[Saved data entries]

════════════════

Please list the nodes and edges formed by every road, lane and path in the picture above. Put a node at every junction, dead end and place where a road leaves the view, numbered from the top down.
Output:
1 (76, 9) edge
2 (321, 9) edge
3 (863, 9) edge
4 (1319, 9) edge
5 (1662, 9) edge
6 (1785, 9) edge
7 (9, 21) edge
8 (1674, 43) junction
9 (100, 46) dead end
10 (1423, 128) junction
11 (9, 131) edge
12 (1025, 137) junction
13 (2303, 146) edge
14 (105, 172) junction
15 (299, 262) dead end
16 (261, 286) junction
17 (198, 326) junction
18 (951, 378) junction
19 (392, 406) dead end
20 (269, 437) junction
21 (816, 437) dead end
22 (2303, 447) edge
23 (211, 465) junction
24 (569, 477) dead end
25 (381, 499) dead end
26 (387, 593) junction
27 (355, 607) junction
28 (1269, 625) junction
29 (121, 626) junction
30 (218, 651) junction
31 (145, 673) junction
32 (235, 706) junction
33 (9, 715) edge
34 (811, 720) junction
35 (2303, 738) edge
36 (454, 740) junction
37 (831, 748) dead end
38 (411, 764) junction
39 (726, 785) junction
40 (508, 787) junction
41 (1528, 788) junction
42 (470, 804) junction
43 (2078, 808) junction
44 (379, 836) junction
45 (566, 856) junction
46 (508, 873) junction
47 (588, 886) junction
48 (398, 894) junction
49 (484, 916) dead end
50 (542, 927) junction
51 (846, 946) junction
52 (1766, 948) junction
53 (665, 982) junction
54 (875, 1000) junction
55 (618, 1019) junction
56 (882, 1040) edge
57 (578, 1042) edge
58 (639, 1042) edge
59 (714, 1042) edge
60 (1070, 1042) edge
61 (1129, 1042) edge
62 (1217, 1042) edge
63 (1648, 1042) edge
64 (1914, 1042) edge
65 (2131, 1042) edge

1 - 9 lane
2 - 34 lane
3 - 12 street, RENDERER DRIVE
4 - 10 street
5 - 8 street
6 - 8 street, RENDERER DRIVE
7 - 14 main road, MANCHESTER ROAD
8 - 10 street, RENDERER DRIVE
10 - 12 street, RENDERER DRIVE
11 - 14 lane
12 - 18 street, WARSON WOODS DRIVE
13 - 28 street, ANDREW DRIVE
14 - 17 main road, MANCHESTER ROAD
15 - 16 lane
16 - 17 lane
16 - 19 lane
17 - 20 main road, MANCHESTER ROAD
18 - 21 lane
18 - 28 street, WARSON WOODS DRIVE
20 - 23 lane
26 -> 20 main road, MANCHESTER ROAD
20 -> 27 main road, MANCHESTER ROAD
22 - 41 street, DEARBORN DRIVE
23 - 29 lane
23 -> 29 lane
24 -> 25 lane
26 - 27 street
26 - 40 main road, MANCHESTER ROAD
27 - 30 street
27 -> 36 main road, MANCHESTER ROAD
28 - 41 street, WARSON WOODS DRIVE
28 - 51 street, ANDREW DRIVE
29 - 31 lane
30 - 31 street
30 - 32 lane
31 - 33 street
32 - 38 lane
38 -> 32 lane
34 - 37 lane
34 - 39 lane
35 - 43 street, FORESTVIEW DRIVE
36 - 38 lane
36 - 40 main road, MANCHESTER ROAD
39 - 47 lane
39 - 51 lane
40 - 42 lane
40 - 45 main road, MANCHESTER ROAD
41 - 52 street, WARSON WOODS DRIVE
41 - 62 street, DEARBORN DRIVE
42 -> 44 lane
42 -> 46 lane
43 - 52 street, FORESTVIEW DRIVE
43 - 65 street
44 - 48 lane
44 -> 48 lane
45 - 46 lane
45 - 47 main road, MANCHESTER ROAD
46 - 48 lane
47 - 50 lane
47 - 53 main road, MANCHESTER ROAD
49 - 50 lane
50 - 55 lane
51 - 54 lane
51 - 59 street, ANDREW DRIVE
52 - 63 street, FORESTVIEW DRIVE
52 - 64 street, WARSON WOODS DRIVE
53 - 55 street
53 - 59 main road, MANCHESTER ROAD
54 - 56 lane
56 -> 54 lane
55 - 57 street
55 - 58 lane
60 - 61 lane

════════════════

Search the entries above for the string "MANCHESTER". Copy each line in which it appears.

[FINISHED TASK]
7 - 14 main road, MANCHESTER ROAD
14 - 17 main road, MANCHESTER ROAD
17 - 20 main road, MANCHESTER ROAD
26 -> 20 main road, MANCHESTER ROAD
20 -> 27 main road, MANCHESTER ROAD
26 - 40 main road, MANCHESTER ROAD
27 -> 36 main road, MANCHESTER ROAD
36 - 40 main road, MANCHESTER ROAD
40 - 45 main road, MANCHESTER ROAD
45 - 47 main road, MANCHESTER ROAD
47 - 53 main road, MANCHESTER ROAD
53 - 59 main road, MANCHESTER ROAD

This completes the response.